Enhancing temperature stability in potassium-sodium niobate ceramics through phase boundary and composition design

Abstract

Phase boundaries and composition design were explored to achieve both high piezoelectricity and favorable temperature stability in potassium-sodium niobate ceramics, using (1-x)(K,Na)(Nb,Sb)O3-xBi(Na,K)(Zr,Sn,Hf)O3 ceramics. A rhombohedral-tetragonal (R-T) phase boundary was constructed at x=0.035–0.04 by co-doping with Sb5+ and Bi(Na,K)(Zr,Sn,Hf)O3. More importantly, a superior temperature stability was observed in the ceramics with x=0.035, accompanying with a stable unipolar strain at room temperature to 100 °C. The ceramics with x=0.035 also exhibited improved piezoelectric properties (e.g., piezoelectric coefficient d33∼465 pC/N and electromechanical coupling factor kp=0.47) and Curie temperature (Tc∼240 °C).
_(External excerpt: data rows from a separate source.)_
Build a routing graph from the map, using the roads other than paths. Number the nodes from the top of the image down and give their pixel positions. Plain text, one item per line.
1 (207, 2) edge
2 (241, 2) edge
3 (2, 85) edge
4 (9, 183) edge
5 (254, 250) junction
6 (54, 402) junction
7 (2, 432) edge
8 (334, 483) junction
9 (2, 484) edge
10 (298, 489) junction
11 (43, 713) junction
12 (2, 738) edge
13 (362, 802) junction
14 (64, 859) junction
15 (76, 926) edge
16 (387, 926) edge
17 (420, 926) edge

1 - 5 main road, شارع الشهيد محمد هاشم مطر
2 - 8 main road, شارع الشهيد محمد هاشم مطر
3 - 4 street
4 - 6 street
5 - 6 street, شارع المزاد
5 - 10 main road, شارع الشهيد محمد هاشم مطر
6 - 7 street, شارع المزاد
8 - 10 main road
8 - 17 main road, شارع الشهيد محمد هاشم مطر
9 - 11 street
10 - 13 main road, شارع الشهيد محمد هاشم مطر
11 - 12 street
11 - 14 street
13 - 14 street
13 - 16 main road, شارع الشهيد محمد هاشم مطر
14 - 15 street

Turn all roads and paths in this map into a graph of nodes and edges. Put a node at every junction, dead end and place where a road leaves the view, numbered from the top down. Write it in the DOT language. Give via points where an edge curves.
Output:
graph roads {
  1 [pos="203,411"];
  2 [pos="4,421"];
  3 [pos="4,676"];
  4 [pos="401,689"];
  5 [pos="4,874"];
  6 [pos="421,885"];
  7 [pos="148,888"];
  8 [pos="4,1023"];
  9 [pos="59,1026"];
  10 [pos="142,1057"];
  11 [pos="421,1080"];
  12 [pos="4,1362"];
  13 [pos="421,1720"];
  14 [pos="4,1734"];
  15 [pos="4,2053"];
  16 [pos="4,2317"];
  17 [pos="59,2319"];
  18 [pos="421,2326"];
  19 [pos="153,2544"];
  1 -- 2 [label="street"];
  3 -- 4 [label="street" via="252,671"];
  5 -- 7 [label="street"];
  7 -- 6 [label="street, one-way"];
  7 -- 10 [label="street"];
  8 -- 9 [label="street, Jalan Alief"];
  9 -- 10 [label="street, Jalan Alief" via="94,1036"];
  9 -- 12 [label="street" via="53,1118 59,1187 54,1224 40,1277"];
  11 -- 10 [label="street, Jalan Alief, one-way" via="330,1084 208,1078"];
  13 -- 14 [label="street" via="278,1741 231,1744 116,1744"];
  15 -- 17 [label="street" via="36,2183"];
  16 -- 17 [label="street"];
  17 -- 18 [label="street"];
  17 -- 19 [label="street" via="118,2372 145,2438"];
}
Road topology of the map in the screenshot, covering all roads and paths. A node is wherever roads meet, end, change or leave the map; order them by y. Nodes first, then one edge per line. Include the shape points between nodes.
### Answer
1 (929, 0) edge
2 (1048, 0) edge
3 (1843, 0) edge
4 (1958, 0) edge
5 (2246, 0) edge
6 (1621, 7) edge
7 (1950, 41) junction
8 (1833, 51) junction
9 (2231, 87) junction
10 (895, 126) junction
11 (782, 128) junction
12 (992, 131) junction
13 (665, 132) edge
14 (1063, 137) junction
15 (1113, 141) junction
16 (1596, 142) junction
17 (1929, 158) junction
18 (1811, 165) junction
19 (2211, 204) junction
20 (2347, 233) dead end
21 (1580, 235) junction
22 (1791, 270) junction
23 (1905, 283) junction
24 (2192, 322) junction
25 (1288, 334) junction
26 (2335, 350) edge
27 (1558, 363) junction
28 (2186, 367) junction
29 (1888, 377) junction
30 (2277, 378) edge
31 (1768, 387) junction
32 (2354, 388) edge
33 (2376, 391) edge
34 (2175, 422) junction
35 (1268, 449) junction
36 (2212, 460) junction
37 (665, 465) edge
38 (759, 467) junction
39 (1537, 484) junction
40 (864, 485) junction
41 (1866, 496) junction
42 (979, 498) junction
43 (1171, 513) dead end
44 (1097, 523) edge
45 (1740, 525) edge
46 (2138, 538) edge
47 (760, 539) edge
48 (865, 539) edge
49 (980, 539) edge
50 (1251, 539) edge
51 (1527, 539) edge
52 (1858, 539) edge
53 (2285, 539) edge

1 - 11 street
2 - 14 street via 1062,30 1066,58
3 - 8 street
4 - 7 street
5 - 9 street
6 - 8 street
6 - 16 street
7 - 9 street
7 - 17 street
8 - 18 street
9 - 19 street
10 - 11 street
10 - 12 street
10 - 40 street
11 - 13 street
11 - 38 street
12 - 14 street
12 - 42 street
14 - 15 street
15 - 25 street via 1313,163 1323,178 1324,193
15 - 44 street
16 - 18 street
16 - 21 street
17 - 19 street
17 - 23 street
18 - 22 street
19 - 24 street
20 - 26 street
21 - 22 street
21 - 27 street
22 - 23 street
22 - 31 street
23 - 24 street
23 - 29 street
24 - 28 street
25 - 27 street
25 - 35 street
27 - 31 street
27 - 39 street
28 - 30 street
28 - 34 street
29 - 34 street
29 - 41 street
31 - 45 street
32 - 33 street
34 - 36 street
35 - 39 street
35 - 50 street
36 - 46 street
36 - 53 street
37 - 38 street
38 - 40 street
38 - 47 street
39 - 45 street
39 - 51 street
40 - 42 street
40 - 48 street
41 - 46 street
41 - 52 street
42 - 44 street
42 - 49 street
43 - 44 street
The Rietveld refinement and in-situ temperature-dependent piezoresponse force microscopy (PFM) results indicated that the enhancement of the piezoelectric properties was caused by the easy domain switching, high tetragonal fraction, and tetragonality, while the improved temperature stability mainly originated from the stable domain structures.